I work at a neurosurgery practice as a nurse practitioner. We commonly prescribe norco for pain management (mostly post surgery). Recently we have gotten quite a number of patients who are abusing their norco. I have discussed with them the narcotic contract and strict control of medications like this. In addition I also prescribe robaxin, flexeril, tramadol, neurontin, and NSAIDS. although this combination is not for everyone, I am not simply prescribing norco by itself. We commonly send people to main management for additional and management of more powerful narcotics, ect.

My main question though is how many APRNs are tired of patients calling one or two days early for refills, going out of town, continued pain, or whatever excuse to refill early (which I do not do). I want to help people, I hate patients whom hurt, but there comes a point that we have to look at the situation as a whole. Just looking for advice and a rant as well I guess.

I work in Texas where I am able to prescribe up to class 3. Although my physician can write for class 2, we very very rarely do this (thus the pain management referral).

Specializes in Nephrology, Cardiology, ER, ICU.

I practice in IL and we have an internet site that lists all controlled substances prescribed from any provider even if the pt pays cash. I work in nephrology and my pts do have pain. However for my pts that I have on chronic norco, I restrict the number to 30 per month. I document monthly and I let the pt know there are no early fills. I also document discussions with MDs re, decreasing dose, other meds, etc.

Specializes in ACNP-BC, Adult Critical Care, Cardiology.

I made a mistake of calling in a few tabs of oral narcotics on a previous patient in a previous job in a previous state I worked in. The person was once our patient who underwent major surgery and undoubtedly has pain. Months later, I got a letter from the state controlled substance monitoring board that this patient is being tracked for calling various area providers including a few ED sites for narcotic refills. I was also given an internet link to check and request a report on patients suspicious of manipulating providers for narcotic prescriptions prior to prescribing. While this was not a reprimand, I made a decision not to continue such practice.

Specializes in allergy and asthma, urgent care.

This was a huge problem in my previous job. Patients had to sign a contract outlining exactly what they would be prescribed, and the "rules" (no early refills, no dose changes without evaluation, drug screening, etc). We also checked the state database to see if patients were getting controlled substances elsewhere. Regardless, many still tried to circumvent their contracts. It was a lot of work and a lot of aggravation. This issue is one of the reasons I left that practice and went into a specialty where narcotics are not used.
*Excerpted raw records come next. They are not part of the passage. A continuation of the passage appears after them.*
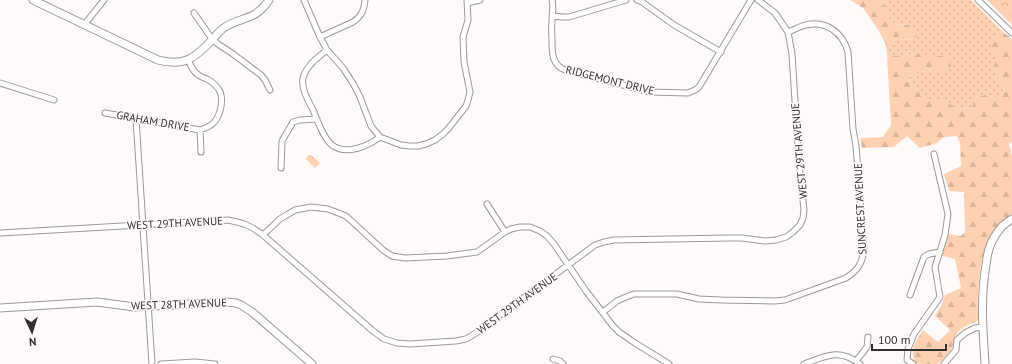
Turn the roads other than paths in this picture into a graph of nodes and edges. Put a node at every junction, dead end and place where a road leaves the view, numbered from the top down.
1 (33, 0) edge
2 (104, 0) edge
3 (269, 0) edge
4 (304, 0) edge
5 (365, 0) edge
6 (480, 0) edge
7 (552, 0) edge
8 (626, 0) edge
9 (637, 0) edge
10 (751, 0) edge
11 (758, 0) edge
12 (978, 0) edge
13 (467, 1) edge
14 (194, 13) dead end
15 (552, 16) junction
16 (84, 25) junction
17 (788, 32) junction
18 (1012, 33) edge
19 (320, 37) junction
20 (212, 39) junction
21 (327, 50) junction
22 (721, 52) junction
23 (188, 60) junction
24 (0, 83) edge
25 (270, 90) dead end
26 (54, 100) dead end
27 (105, 113) dead end
28 (136, 118) junction
29 (317, 119) junction
30 (200, 130) junction
31 (380, 136) junction
32 (201, 152) dead end
33 (934, 154) dead end
34 (281, 168) dead end
35 (487, 204) dead end
36 (1012, 219) edge
37 (143, 225) junction
38 (505, 232) junction
39 (0, 233) edge
40 (263, 235) junction
41 (940, 252) junction
42 (568, 266) junction
43 (910, 295) dead end
44 (149, 306) junction
45 (0, 308) edge
46 (603, 312) junction
47 (983, 327) junction
48 (868, 337) dead end
49 (553, 359) dead end
50 (858, 363) edge
51 (152, 364) edge
52 (161, 364) edge
53 (215, 364) edge
54 (312, 364) edge
55 (563, 364) edge
56 (669, 364) edge
57 (804, 364) edge
58 (913, 364) edge
59 (944, 364) edge
60 (986, 364) edge

1 - 16 street
2 - 16 street
3 - 20 street
4 - 19 street
5 - 19 street
6 - 13 street
7 - 15 street, RIDGEMONT DRIVE
8 - 15 street
9 - 22 street
10 - 22 street, RIDGEMONT DRIVE
11 - 17 street, WEST 29TH AVENUE
12 - 18 street
13 - 31 street
14 - 20 street
15 - 22 street, RIDGEMONT DRIVE
16 - 23 street
17 - 42 street, WEST 29TH AVENUE
17 - 46 street, SUNCREST AVENUE
19 - 21 street
20 - 23 street
20 - 25 street
21 - 29 street
21 - 31 street
23 - 30 street, GRAHAM DRIVE
24 - 26 street
27 - 28 street, GRAHAM DRIVE
28 - 30 street, GRAHAM DRIVE
28 - 37 street
29 - 31 street
29 - 34 street
30 - 32 street
33 - 41 street
35 - 38 street
36 - 47 street
37 - 39 street, WEST 29TH AVENUE
37 - 40 street, WEST 29TH AVENUE
37 - 44 street
38 - 40 street
38 - 42 street
40 - 42 street, WEST 29TH AVENUE
41 - 43 street
41 - 58 street
42 - 46 street
44 - 45 street, WEST 28TH AVENUE
44 - 51 street
44 - 54 street, WEST 28TH AVENUE
46 - 56 street
47 - 59 street
47 - 60 street
48 - 50 street
49 - 55 street
50 - 57 street
52 - 53 street

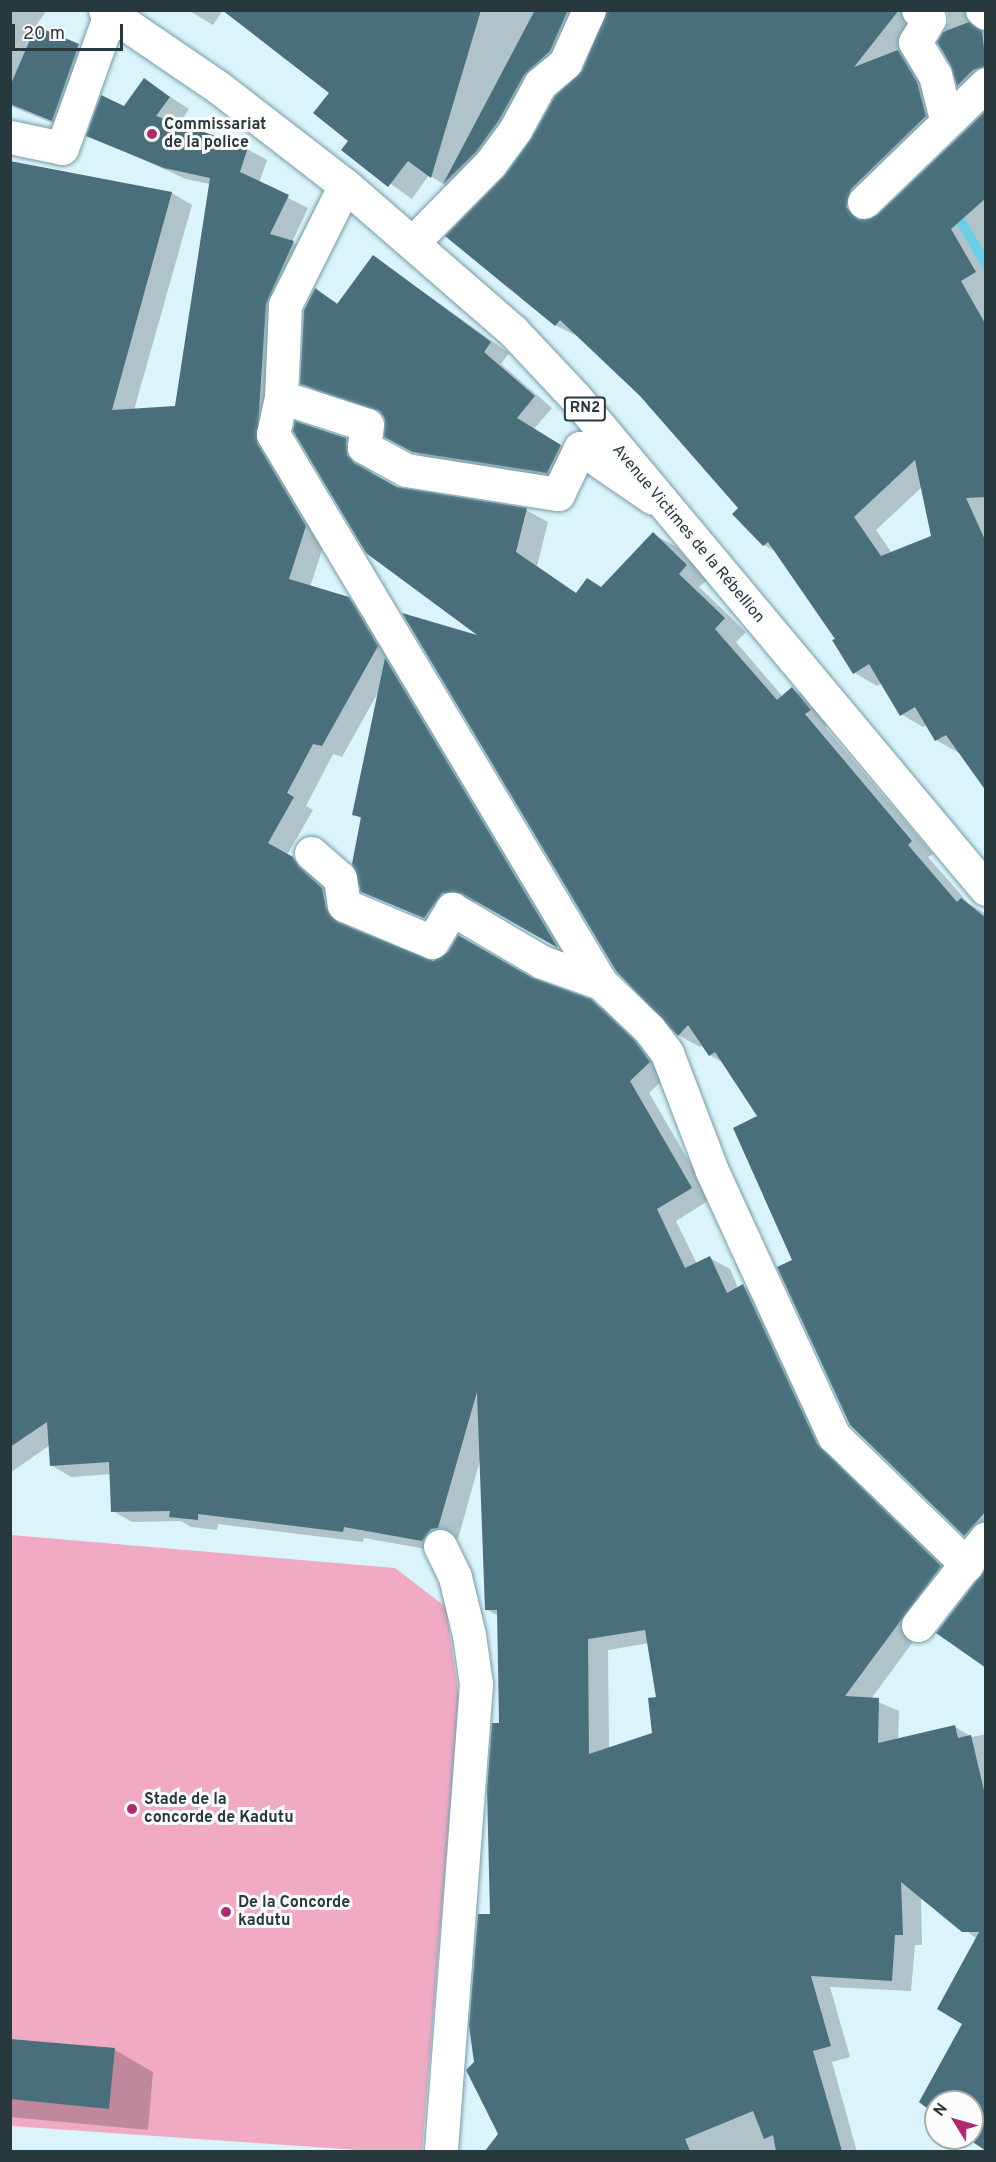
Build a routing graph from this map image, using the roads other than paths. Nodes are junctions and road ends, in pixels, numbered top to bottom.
1 (589, 10) edge
2 (918, 10) edge
3 (108, 12) edge
4 (986, 84) edge
5 (946, 119) junction
6 (10, 137) edge
7 (345, 185) junction
8 (864, 202) dead end
9 (414, 241) junction
10 (281, 397) junction
11 (665, 507) junction
12 (310, 853) dead end
13 (986, 889) edge
14 (601, 983) junction
15 (986, 1538) edge
16 (440, 1546) dead end
17 (967, 1565) junction
18 (918, 1625) dead end
19 (441, 2151) edge

1 - 9 main road
2 - 5 main road
3 - 6 main road
3 - 7 main road, Avenue Victimes de la Rébellion / RN2
4 - 5 main road
5 - 8 main road
7 - 9 main road, Avenue Victimes de la Rébellion / RN2
7 - 10 main road
9 - 11 main road, Avenue Victimes de la Rébellion / RN2
10 - 11 main road
10 - 14 main road
11 - 13 main road, Avenue Victimes de la Rébellion / RN2
12 - 14 main road
14 - 17 main road
15 - 17 main road
16 - 19 main road
17 - 18 main road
Specializes in Adult Internal Medicine.

It's such a difficult subject.

I am very up-front with all my patients: I don't prescribe more than 14 days of narcotics without a consult from the pain clinic. Any chronic scripts require a signed contract. I do random pill counts and urines on patients that give me reason to be concerned. I will allow a refill early one time. After that it no more regardless of excuse (lost, stolen, going out of state, etc).

I also maximize long acting meds with less abuse potential.

Specializes in FNP, ONP.

I have a sign in each exam room that states I do not provide early refills of any controlled substance ever, for any reason, and I consider any such request a breech of trust and reason for dismissal. I have no idea how many requests this may discourage. Some, I hope.

Every pt on more than 30 days of a schedule 2 or 3 med signs a controlled substance contract and early requests are a violation of the contract. The first time they request they get a warning reminder that it is a violation (and a denial of the request) and the second time they are dismissed. The one and only way to get an early refill is if your refill date falls on a Sunday, in which case you can get a refill on the preceding Saturday. That's it. I enforce the policy universally, no exceptions. Word gets out that you are a big meanie, and the abusers go elsewhere.